**Saved data entries**

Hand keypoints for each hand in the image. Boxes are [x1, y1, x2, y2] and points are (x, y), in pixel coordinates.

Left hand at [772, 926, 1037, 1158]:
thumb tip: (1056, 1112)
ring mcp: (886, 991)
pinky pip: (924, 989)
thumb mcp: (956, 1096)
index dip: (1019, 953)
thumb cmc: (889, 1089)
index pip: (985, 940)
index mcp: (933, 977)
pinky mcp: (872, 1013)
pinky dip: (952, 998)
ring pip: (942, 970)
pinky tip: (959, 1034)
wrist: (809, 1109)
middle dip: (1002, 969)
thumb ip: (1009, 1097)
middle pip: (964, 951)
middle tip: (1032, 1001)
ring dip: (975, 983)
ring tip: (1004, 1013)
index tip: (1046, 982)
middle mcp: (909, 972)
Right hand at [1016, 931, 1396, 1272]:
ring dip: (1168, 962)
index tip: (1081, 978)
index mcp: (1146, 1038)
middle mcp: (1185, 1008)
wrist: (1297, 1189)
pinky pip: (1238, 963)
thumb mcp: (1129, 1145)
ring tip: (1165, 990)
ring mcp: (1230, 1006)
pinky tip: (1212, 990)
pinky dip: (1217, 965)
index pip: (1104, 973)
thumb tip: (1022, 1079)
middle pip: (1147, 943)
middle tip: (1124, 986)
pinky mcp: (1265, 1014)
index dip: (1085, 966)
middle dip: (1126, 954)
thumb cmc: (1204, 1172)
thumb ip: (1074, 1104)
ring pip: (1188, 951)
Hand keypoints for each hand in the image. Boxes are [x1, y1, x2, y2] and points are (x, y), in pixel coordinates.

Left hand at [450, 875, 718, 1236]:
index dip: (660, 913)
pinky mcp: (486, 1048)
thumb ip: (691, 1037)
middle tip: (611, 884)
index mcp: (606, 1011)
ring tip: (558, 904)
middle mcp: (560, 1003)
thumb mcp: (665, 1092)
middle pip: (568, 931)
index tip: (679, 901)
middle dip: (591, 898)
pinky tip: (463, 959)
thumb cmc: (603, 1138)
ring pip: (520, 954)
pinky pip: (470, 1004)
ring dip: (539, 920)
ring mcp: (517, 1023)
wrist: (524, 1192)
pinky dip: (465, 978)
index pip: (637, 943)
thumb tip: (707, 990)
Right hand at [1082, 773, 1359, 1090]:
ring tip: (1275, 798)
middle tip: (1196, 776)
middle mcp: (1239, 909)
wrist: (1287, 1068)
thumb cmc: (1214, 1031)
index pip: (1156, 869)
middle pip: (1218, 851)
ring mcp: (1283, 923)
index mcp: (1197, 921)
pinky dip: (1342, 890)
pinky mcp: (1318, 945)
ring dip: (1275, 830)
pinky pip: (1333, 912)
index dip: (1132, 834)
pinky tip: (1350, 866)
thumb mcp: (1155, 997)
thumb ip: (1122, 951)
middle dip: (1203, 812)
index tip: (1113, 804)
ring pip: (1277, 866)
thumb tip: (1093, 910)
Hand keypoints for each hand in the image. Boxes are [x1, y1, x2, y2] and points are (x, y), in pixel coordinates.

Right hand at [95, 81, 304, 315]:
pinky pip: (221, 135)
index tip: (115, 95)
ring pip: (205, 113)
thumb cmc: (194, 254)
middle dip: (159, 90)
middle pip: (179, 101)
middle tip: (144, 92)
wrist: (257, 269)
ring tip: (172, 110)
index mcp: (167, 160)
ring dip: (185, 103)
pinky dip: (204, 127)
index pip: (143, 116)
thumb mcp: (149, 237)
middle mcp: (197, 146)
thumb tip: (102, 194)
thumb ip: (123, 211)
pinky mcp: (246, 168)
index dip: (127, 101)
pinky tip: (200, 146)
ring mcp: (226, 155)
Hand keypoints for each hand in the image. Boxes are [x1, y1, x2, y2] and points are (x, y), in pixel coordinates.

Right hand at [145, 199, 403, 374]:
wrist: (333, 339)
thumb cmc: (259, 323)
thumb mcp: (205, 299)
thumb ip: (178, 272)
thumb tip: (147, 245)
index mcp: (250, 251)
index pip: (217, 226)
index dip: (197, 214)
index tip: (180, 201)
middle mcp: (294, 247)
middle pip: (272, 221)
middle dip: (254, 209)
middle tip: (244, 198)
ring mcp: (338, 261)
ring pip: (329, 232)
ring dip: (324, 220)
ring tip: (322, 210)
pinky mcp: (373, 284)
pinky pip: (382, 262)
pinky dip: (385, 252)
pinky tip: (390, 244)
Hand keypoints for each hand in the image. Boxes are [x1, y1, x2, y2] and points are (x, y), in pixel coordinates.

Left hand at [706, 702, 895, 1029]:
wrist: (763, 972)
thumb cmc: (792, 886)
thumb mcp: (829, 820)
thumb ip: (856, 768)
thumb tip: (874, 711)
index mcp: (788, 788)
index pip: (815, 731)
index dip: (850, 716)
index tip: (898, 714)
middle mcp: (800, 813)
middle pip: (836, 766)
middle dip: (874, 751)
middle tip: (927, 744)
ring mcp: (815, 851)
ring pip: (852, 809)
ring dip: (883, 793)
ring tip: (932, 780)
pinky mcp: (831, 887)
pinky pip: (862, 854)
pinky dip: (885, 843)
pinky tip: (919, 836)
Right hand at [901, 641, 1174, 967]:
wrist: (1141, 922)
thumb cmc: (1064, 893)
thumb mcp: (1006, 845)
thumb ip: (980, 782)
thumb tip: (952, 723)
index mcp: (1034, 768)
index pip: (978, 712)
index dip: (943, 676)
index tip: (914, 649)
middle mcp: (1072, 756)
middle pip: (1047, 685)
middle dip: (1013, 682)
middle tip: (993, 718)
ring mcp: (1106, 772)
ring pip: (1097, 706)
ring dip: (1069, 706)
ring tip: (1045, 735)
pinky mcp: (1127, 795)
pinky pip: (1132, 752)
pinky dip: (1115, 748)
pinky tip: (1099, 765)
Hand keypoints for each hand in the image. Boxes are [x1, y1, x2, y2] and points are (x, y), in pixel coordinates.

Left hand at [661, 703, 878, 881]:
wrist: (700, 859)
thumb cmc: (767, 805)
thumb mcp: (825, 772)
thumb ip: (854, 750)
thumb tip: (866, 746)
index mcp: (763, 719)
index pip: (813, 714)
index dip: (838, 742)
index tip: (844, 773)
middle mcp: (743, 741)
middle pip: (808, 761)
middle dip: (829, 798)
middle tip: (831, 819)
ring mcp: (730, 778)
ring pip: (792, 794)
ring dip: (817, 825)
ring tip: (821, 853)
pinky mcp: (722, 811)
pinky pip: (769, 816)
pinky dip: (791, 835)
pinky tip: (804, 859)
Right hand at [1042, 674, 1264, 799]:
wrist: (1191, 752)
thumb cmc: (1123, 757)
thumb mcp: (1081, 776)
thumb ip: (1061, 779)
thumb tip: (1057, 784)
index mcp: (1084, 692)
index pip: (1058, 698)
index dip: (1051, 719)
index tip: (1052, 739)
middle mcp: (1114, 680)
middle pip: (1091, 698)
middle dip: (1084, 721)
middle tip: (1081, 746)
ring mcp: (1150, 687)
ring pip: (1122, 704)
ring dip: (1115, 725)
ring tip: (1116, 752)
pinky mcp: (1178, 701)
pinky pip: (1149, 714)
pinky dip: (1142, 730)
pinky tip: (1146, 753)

**Problem to solve**
From the data above, return every line from the line that has "middle dip: (254, 209)" up to and including the line that has "thumb tip: (874, 711)", exactly.

**Written reply**
middle dip: (254, 209)
middle tip: (244, 198)
ring mcp: (338, 261)
ring pip: (329, 232)
ring dip: (324, 220)
ring tip: (322, 210)
pinky mcp: (373, 284)
pinky pip: (382, 262)
pinky dip: (385, 252)
pinky tip: (390, 244)
Hand keypoints for each hand in the image. Boxes are [x1, y1, x2, y2] and points are (x, y), in pixel coordinates.

Left hand at [706, 702, 895, 1029]:
wrist: (763, 972)
thumb cmc: (792, 886)
thumb mcp: (829, 820)
thumb ip: (856, 768)
thumb tip: (874, 711)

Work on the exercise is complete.